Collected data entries

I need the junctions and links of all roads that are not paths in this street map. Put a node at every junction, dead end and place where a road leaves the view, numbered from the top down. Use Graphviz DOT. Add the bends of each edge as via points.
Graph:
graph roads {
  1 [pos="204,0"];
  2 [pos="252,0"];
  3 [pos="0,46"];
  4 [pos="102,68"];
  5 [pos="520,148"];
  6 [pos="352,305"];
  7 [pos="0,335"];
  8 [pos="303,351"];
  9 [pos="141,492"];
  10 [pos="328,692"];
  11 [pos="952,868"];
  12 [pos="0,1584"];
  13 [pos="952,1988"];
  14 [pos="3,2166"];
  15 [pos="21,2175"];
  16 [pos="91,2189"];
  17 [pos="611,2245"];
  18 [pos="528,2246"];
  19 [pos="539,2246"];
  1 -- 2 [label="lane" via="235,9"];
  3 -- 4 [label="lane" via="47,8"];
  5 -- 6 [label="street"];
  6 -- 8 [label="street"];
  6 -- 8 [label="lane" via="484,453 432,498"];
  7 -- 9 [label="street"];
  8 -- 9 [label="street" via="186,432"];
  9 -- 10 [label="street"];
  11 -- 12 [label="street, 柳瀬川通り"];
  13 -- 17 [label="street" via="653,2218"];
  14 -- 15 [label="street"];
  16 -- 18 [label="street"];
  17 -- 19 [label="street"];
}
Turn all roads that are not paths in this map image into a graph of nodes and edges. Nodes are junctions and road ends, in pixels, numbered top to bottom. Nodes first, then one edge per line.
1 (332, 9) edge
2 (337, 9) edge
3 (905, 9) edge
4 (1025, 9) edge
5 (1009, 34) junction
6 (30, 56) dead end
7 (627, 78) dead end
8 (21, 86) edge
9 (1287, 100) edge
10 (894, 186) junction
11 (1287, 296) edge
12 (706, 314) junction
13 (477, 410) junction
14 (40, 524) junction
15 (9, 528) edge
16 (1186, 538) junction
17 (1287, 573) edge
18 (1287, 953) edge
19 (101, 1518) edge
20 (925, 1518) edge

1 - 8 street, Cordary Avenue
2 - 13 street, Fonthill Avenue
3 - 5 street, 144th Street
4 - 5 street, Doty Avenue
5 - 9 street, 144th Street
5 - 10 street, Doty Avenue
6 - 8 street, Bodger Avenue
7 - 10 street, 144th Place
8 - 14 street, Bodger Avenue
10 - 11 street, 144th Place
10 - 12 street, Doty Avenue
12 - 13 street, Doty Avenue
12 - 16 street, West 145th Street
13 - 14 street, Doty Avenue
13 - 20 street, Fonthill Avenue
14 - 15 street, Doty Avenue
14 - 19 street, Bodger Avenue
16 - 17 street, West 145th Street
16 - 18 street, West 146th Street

#### WHAT IS NEEDED:
Your answer must be an exact transcription of every record above.

#### EXPECTED ANSWER:
I need the junctions and links of all roads that are not paths in this street map. Put a node at every junction, dead end and place where a road leaves the view, numbered from the top down. Use Graphviz DOT. Add the bends of each edge as via points.
Graph:
graph roads {
  1 [pos="204,0"];
  2 [pos="252,0"];
  3 [pos="0,46"];
  4 [pos="102,68"];
  5 [pos="520,148"];
  6 [pos="352,305"];
  7 [pos="0,335"];
  8 [pos="303,351"];
  9 [pos="141,492"];
  10 [pos="328,692"];
  11 [pos="952,868"];
  12 [pos="0,1584"];
  13 [pos="952,1988"];
  14 [pos="3,2166"];
  15 [pos="21,2175"];
  16 [pos="91,2189"];
  17 [pos="611,2245"];
  18 [pos="528,2246"];
  19 [pos="539,2246"];
  1 -- 2 [label="lane" via="235,9"];
  3 -- 4 [label="lane" via="47,8"];
  5 -- 6 [label="street"];
  6 -- 8 [label="street"];
  6 -- 8 [label="lane" via="484,453 432,498"];
  7 -- 9 [label="street"];
  8 -- 9 [label="street" via="186,432"];
  9 -- 10 [label="street"];
  11 -- 12 [label="street, 柳瀬川通り"];
  13 -- 17 [label="street" via="653,2218"];
  14 -- 15 [label="street"];
  16 -- 18 [label="street"];
  17 -- 19 [label="street"];
}
Turn all roads that are not paths in this map image into a graph of nodes and edges. Nodes are junctions and road ends, in pixels, numbered top to bottom. Nodes first, then one edge per line.
1 (332, 9) edge
2 (337, 9) edge
3 (905, 9) edge
4 (1025, 9) edge
5 (1009, 34) junction
6 (30, 56) dead end
7 (627, 78) dead end
8 (21, 86) edge
9 (1287, 100) edge
10 (894, 186) junction
11 (1287, 296) edge
12 (706, 314) junction
13 (477, 410) junction
14 (40, 524) junction
15 (9, 528) edge
16 (1186, 538) junction
17 (1287, 573) edge
18 (1287, 953) edge
19 (101, 1518) edge
20 (925, 1518) edge

1 - 8 street, Cordary Avenue
2 - 13 street, Fonthill Avenue
3 - 5 street, 144th Street
4 - 5 street, Doty Avenue
5 - 9 street, 144th Street
5 - 10 street, Doty Avenue
6 - 8 street, Bodger Avenue
7 - 10 street, 144th Place
8 - 14 street, Bodger Avenue
10 - 11 street, 144th Place
10 - 12 street, Doty Avenue
12 - 13 street, Doty Avenue
12 - 16 street, West 145th Street
13 - 14 street, Doty Avenue
13 - 20 street, Fonthill Avenue
14 - 15 street, Doty Avenue
14 - 19 street, Bodger Avenue
16 - 17 street, West 145th Street
16 - 18 street, West 146th Street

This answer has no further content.